How do these tests reduce subjectivity? In psychometrics, researchers very often deal with such performance or ability based questions that do not readily offer clear right or wrong response options--and instead rely on judgment of the rater. To mitigate this common issue, for decades researchers have developed rater training techniques to help get all the raters form a consensus on what type or degree of behavior corresponds to roughly what score. The more you can get them to see things on the same page (rather than each rater using their own unique/idiosyncratic standards), the greater the reliability and validity of the measurement tool.
As these clinical test sites specialize in research trials in AD drugs (also performing studies for SAVA’s competitors, it’s what they professionally do yet QCM only attacks SAVA's data), they would have a close familiarity for the ADAS-Cog. By definition these physician’s test-judging style would form the gold standard. SAVA does not have involvement with how the sites are run; SAVA requests that the sites use adas-cog per cognitive measurement and then the sites take it from there.
Of course, in the presence of such ambiguity and its two competing explanations (i.e., 30% of the available errors are largely subjective versus they are ultimately not subjective because of consensus-forming measures especially rater training), we can argue or speculate all day how the 30% of the errors are empirically implemented. But then we don't have to because there is empirical evidence available on this matter. Specifically, by performing a subset analysis, one can more precisely identify which dimensions in a measurement tool better captures the phenomenon at hand (in other words, which dimensions are more sensitive at detecting changes in the phenomenon).

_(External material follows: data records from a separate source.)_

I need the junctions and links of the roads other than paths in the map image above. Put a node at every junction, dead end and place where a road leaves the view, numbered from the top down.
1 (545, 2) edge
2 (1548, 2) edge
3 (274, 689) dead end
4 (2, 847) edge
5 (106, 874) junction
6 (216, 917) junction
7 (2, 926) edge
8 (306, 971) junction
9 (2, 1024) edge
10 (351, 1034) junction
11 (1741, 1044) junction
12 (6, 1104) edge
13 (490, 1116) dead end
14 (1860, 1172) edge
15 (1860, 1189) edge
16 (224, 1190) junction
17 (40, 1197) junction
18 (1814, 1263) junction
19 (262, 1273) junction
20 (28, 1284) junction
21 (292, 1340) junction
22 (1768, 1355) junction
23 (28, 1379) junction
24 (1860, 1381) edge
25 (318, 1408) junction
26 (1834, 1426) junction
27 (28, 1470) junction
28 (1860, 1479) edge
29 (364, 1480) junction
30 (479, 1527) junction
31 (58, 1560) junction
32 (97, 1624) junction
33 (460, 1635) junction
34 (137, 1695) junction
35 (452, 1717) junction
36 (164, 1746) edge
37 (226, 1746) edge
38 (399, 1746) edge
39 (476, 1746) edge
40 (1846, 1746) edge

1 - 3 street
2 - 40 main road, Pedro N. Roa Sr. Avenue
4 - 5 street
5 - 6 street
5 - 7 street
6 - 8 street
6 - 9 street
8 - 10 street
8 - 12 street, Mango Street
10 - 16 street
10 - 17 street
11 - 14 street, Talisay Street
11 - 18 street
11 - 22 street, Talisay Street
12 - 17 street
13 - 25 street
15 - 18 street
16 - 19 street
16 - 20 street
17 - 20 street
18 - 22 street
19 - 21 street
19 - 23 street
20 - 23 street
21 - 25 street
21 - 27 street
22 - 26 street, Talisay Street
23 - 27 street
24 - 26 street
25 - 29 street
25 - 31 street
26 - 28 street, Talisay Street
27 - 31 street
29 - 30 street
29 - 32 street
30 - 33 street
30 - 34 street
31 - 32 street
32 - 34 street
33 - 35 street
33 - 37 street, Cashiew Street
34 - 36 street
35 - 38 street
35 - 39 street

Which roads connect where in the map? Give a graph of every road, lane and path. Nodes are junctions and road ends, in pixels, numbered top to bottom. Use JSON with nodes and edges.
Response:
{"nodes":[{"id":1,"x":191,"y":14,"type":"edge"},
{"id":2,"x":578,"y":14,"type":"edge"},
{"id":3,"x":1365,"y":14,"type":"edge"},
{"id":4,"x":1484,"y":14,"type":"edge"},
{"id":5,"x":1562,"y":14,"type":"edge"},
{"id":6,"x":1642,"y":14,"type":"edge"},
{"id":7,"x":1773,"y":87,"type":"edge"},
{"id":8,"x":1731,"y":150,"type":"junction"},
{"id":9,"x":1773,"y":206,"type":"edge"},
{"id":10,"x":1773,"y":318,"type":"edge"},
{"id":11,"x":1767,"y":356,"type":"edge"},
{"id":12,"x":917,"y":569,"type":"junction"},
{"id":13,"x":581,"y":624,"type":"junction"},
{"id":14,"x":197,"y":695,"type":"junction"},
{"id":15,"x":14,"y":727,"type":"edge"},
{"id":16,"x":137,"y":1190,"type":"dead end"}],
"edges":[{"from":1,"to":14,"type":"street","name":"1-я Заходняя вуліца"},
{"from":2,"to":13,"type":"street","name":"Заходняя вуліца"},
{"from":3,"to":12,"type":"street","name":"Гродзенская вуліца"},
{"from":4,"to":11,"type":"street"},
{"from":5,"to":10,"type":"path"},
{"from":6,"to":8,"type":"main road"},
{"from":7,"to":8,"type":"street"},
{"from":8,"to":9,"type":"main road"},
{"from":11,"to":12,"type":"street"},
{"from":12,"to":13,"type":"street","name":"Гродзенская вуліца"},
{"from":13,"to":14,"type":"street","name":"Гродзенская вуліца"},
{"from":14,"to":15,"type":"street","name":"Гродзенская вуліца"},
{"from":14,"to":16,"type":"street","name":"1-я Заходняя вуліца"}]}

So, for ADAS-Cog, which of the 11 dimensions are better at (sensitive enough at) picking up changes in cognition? If you look at the same article posted above, the authors describe a previous study (Ihl et al., 2012) where they sought to empirically identify "the collection of ADAS-Cog-11 [dimensions] with the most potential for detecting a treatment response." These dimensions were: Ideational Praxis, Remembering Test Instructions, Language, Comprehension of Spoken Language, and Word Finding Difficulty. As you can see, dimensions #5 and 8-10 (which constitute the 30% of total errors) are all included in this subset! So, based on actual empirical evidence, even dimensions #5 and 8-10 are *in practice* largely objective and valid, rather than a largely subjective subset.
Of note, Phase 3 will use ADAS-Cog12 which adds Delayed Recall section. This makes it more sensitive for mild cognitive impairment. Simufilam will target this larger group of people (15 million patients in US) to expand its market to the drug’s full potential.
It can be argued that due to the open label nature of the Phase 2b trial, physicians can still score certain sections favorably for SAVA. However, the math should this is unlikely to make up for the large 8.2-9.2 point difference between the 12 month data and placebo (from previous trials). In addition, open label trials of other AD drugs using the ADAS-Cog do not show these same results (discussed in future article). Unlike with Simufilam, those patients in trials of other AD medications all declined from 6 months onward in both open label and placebo-controlled trials.
The shorts have not done their due diligence (DD) on SAVA’s cognition data. Had they done so, they would not have shorted SAVA. But if they have done their DD on SAVA, I find it hard to believe they sleep well at night while holding a short position.
This is not medical advice. This is not investment advice. This is just my opinion.